**Task item:** Restate every line below word for word, but drop each picture.

**Source information:**
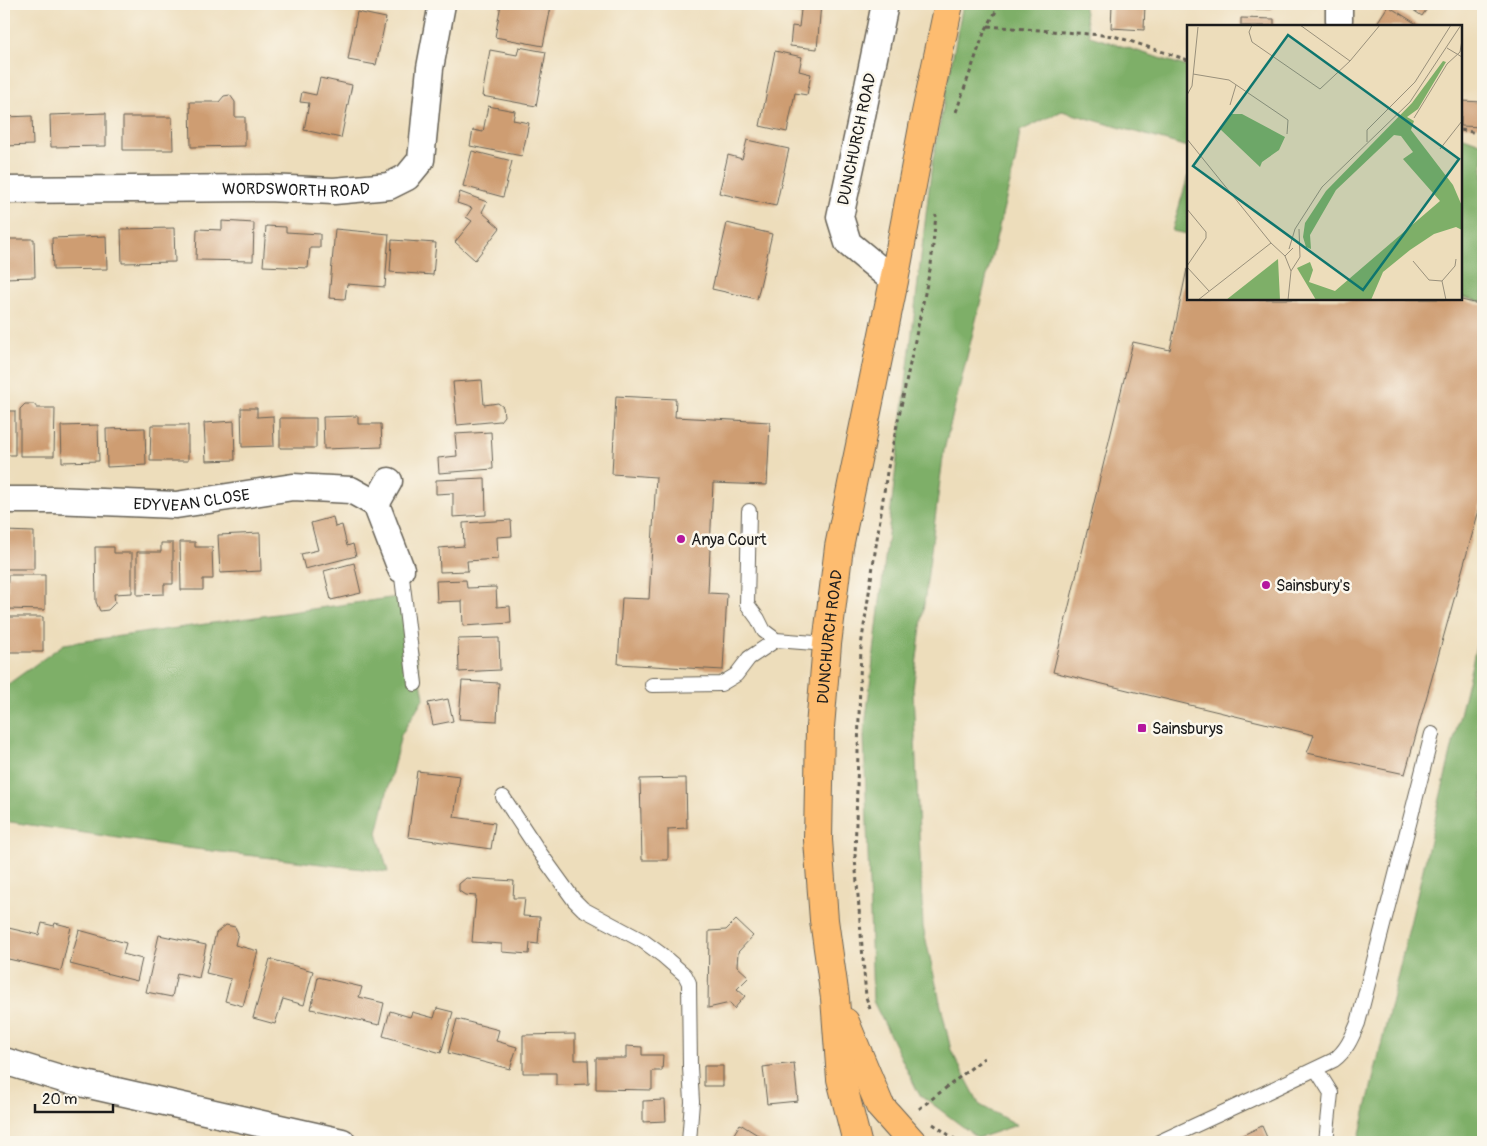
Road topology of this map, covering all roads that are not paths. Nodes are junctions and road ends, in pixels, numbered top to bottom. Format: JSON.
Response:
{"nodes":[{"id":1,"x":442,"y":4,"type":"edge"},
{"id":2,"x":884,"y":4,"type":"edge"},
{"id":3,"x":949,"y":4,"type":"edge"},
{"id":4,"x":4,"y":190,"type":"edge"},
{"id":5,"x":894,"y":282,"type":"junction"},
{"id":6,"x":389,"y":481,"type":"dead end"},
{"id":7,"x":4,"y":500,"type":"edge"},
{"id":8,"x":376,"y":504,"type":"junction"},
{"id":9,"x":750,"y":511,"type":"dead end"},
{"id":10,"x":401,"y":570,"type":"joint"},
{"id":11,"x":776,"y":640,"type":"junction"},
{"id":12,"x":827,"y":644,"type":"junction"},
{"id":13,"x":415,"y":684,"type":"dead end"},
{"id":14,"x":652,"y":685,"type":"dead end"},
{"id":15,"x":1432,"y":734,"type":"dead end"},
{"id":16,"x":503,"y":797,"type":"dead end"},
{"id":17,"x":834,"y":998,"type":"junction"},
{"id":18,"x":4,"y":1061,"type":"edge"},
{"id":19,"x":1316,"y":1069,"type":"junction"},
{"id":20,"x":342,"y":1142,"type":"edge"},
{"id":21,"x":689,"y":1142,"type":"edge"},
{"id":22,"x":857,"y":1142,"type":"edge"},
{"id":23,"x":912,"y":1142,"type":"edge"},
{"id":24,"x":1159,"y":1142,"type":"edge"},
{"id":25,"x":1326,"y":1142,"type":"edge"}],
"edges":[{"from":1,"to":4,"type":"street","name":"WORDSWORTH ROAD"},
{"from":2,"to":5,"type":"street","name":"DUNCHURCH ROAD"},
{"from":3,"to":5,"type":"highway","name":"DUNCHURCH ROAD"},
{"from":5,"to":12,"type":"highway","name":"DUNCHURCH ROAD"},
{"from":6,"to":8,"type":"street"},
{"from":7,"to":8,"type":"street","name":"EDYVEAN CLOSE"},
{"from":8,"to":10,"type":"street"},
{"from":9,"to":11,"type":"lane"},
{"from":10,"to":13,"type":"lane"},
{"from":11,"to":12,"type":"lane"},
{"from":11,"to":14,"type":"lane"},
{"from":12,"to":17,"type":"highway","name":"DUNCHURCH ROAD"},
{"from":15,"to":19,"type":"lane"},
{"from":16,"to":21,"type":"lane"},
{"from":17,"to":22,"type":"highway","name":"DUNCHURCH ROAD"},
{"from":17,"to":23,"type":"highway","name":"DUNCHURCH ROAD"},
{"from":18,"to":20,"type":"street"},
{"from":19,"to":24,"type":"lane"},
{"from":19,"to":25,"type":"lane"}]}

**Completed exercise:**
Road topology of this map, covering all roads that are not paths. Nodes are junctions and road ends, in pixels, numbered top to bottom. Format: JSON.
Response:
{"nodes":[{"id":1,"x":442,"y":4,"type":"edge"},
{"id":2,"x":884,"y":4,"type":"edge"},
{"id":3,"x":949,"y":4,"type":"edge"},
{"id":4,"x":4,"y":190,"type":"edge"},
{"id":5,"x":894,"y":282,"type":"junction"},
{"id":6,"x":389,"y":481,"type":"dead end"},
{"id":7,"x":4,"y":500,"type":"edge"},
{"id":8,"x":376,"y":504,"type":"junction"},
{"id":9,"x":750,"y":511,"type":"dead end"},
{"id":10,"x":401,"y":570,"type":"joint"},
{"id":11,"x":776,"y":640,"type":"junction"},
{"id":12,"x":827,"y":644,"type":"junction"},
{"id":13,"x":415,"y":684,"type":"dead end"},
{"id":14,"x":652,"y":685,"type":"dead end"},
{"id":15,"x":1432,"y":734,"type":"dead end"},
{"id":16,"x":503,"y":797,"type":"dead end"},
{"id":17,"x":834,"y":998,"type":"junction"},
{"id":18,"x":4,"y":1061,"type":"edge"},
{"id":19,"x":1316,"y":1069,"type":"junction"},
{"id":20,"x":342,"y":1142,"type":"edge"},
{"id":21,"x":689,"y":1142,"type":"edge"},
{"id":22,"x":857,"y":1142,"type":"edge"},
{"id":23,"x":912,"y":1142,"type":"edge"},
{"id":24,"x":1159,"y":1142,"type":"edge"},
{"id":25,"x":1326,"y":1142,"type":"edge"}],
"edges":[{"from":1,"to":4,"type":"street","name":"WORDSWORTH ROAD"},
{"from":2,"to":5,"type":"street","name":"DUNCHURCH ROAD"},
{"from":3,"to":5,"type":"highway","name":"DUNCHURCH ROAD"},
{"from":5,"to":12,"type":"highway","name":"DUNCHURCH ROAD"},
{"from":6,"to":8,"type":"street"},
{"from":7,"to":8,"type":"street","name":"EDYVEAN CLOSE"},
{"from":8,"to":10,"type":"street"},
{"from":9,"to":11,"type":"lane"},
{"from":10,"to":13,"type":"lane"},
{"from":11,"to":12,"type":"lane"},
{"from":11,"to":14,"type":"lane"},
{"from":12,"to":17,"type":"highway","name":"DUNCHURCH ROAD"},
{"from":15,"to":19,"type":"lane"},
{"from":16,"to":21,"type":"lane"},
{"from":17,"to":22,"type":"highway","name":"DUNCHURCH ROAD"},
{"from":17,"to":23,"type":"highway","name":"DUNCHURCH ROAD"},
{"from":18,"to":20,"type":"street"},
{"from":19,"to":24,"type":"lane"},
{"from":19,"to":25,"type":"lane"}]}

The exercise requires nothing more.